Trees and random forests

 One of the simplest algorithmic tools for prediction is a tree, in which the prediction is based on binary splits on the variable space. For example, a simple tree could have two nodes (splits): a root (the first split), which divides the space into two regions based on the presence of a genetic mutation, and a second node that divides the observations with this mutation again into two parts, based on another mutation. A tree can be grown further, until a predetermined (usually via cross-validation) number of regions in the variable space is reached [151]. In many studies, variables are measured on different scales (binary, ordinal, categorical, continuous) and several binary splits are possible, raising the issue of multiple testing. Algorithms which do not correct for multiple testing are biased in favor of variables allowing several cut points over binary variables [152].

 Simple trees are often unstable, i.e., fitting a tree to subsets of the data leads to very different estimated trees. One idea to solve this problem is to aggregate the results of trees computed on several bootstrap samples (bagging = Bootstrap AGGregatING, [153]). For example, for continuous variables, the predictions of different trees are typically averaged, and for categorical variables, for each category, the proportion of trees with this category as prediction is used as estimate of the probability of that category.

 While bagging partially mitigates the instability problem, often it is not very effective, due to the strong correlation among the trees. Random forests [154] improve upon this approach by limiting the correlation among the trees through use of only a subset of the variables in the construction of each tree. As in bagging, the results of the different trees are then aggregated to obtain a final prediction rule. Tuning parameters such as the size of the subset and the number of bootstrap samples must be chosen, but often default values are successfully used. While using the default values is often a good strategy in the LDD case, this is not necessarily the case for HDD problems. For example, the best size of the variable subset depends on the dimension of the total number of variables available [155]. An overview from early development to recent advances of random forests was provided by Fawagreh et al. [156].

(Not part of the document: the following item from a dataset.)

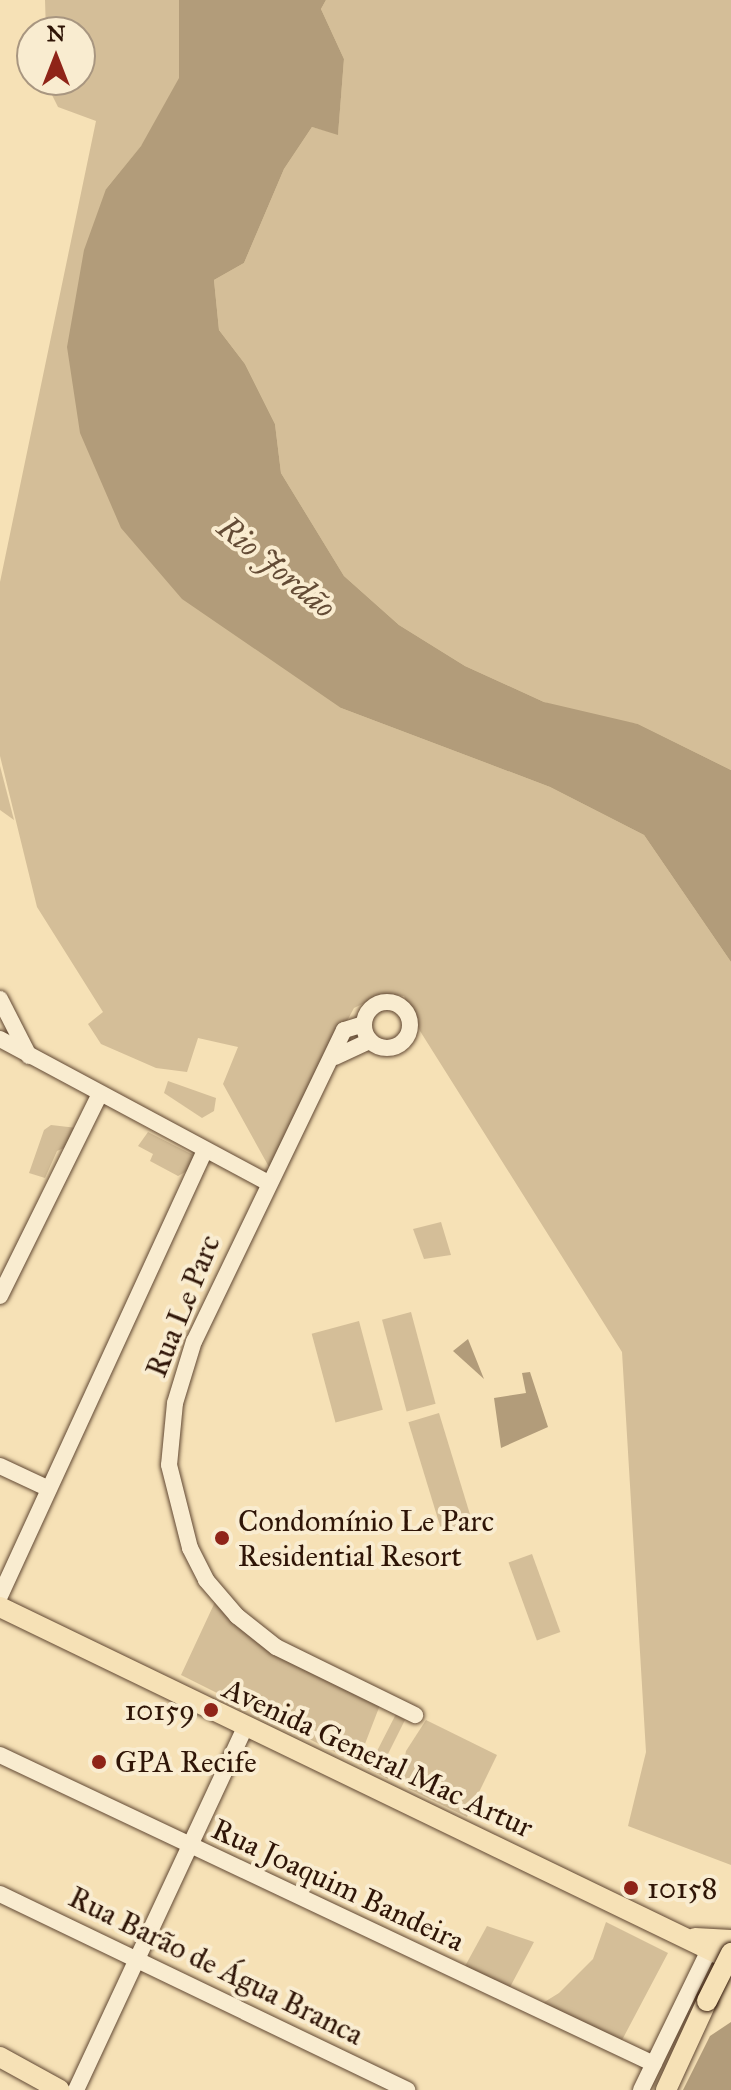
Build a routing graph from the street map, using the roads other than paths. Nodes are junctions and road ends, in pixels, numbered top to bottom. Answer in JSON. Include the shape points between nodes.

Neural networks and deep learning

 In recent years, machine learning techniques like neural networks and deep learning have gained much interest due to their excellent performance in image recognition, speech recognition, and natural language processing [157, 158]. They are based on variable transformations: in neural networks, the predictor variables are transformed in a generally non-linear fashion through what is called an activation function. One popular choice for the activation function is a sigmoid or logistic function, which is applied to a linear combination of predictor variables (the coefficients used in the linear function, which provide the individual contribution of each predictor variable, are called weights). These new transformed variables (neurons in machine learning terminology, latent variables in statistical terms) form the so-called hidden layers, which are used to build the predictor. Mathematical theorems show that increasing the number of hidden layers and decreasing the number of neurons in each layer can improve the prediction performance of neural networks.

 Specific neural networks with many hidden layers are called deep learning. The choice of the tuning parameters (activation function, number of hidden layers, and number of neurons per layer) characterizes the different kinds of neural networks (and deep learning algorithms). In the high-dimensional contexts, special approaches (e.g., selecting variables or setting weights to zero) are used to avoid overfitting.

 Deep learning methods are extremely successful in the situation of a very large number of observations (as in image classification and speech recognition based on huge databases). However, they tend to generate overfitted models for typical biomedical applications in which the number of observations (e.g., number of patients or subjects) does not exceed a few hundred or thousand (see Miotto et al. [159] for a discussion of opportunities and challenges).